_Data excerpts_:
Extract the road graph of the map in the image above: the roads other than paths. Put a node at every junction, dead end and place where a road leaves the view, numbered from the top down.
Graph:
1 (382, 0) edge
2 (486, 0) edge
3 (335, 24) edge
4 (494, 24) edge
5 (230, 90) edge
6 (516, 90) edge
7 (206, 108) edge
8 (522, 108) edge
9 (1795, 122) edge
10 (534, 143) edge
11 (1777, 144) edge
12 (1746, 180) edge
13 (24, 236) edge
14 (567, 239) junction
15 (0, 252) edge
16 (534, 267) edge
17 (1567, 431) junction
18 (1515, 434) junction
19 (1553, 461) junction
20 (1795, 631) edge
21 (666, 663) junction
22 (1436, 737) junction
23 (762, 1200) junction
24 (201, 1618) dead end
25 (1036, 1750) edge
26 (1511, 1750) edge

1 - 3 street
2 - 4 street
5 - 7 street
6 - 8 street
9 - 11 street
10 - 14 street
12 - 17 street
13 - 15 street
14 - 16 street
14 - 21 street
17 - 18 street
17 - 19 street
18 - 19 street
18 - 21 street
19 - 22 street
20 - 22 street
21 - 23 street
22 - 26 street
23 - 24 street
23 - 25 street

_Problem statement_:
Copy the entries exactly as they appear.

_Your solution_:
Extract the road graph of the map in the image above: the roads other than paths. Put a node at every junction, dead end and place where a road leaves the view, numbered from the top down.
Graph:
1 (382, 0) edge
2 (486, 0) edge
3 (335, 24) edge
4 (494, 24) edge
5 (230, 90) edge
6 (516, 90) edge
7 (206, 108) edge
8 (522, 108) edge
9 (1795, 122) edge
10 (534, 143) edge
11 (1777, 144) edge
12 (1746, 180) edge
13 (24, 236) edge
14 (567, 239) junction
15 (0, 252) edge
16 (534, 267) edge
17 (1567, 431) junction
18 (1515, 434) junction
19 (1553, 461) junction
20 (1795, 631) edge
21 (666, 663) junction
22 (1436, 737) junction
23 (762, 1200) junction
24 (201, 1618) dead end
25 (1036, 1750) edge
26 (1511, 1750) edge

1 - 3 street
2 - 4 street
5 - 7 street
6 - 8 street
9 - 11 street
10 - 14 street
12 - 17 street
13 - 15 street
14 - 16 street
14 - 21 street
17 - 18 street
17 - 19 street
18 - 19 street
18 - 21 street
19 - 22 street
20 - 22 street
21 - 23 street
22 - 26 street
23 - 24 street
23 - 25 street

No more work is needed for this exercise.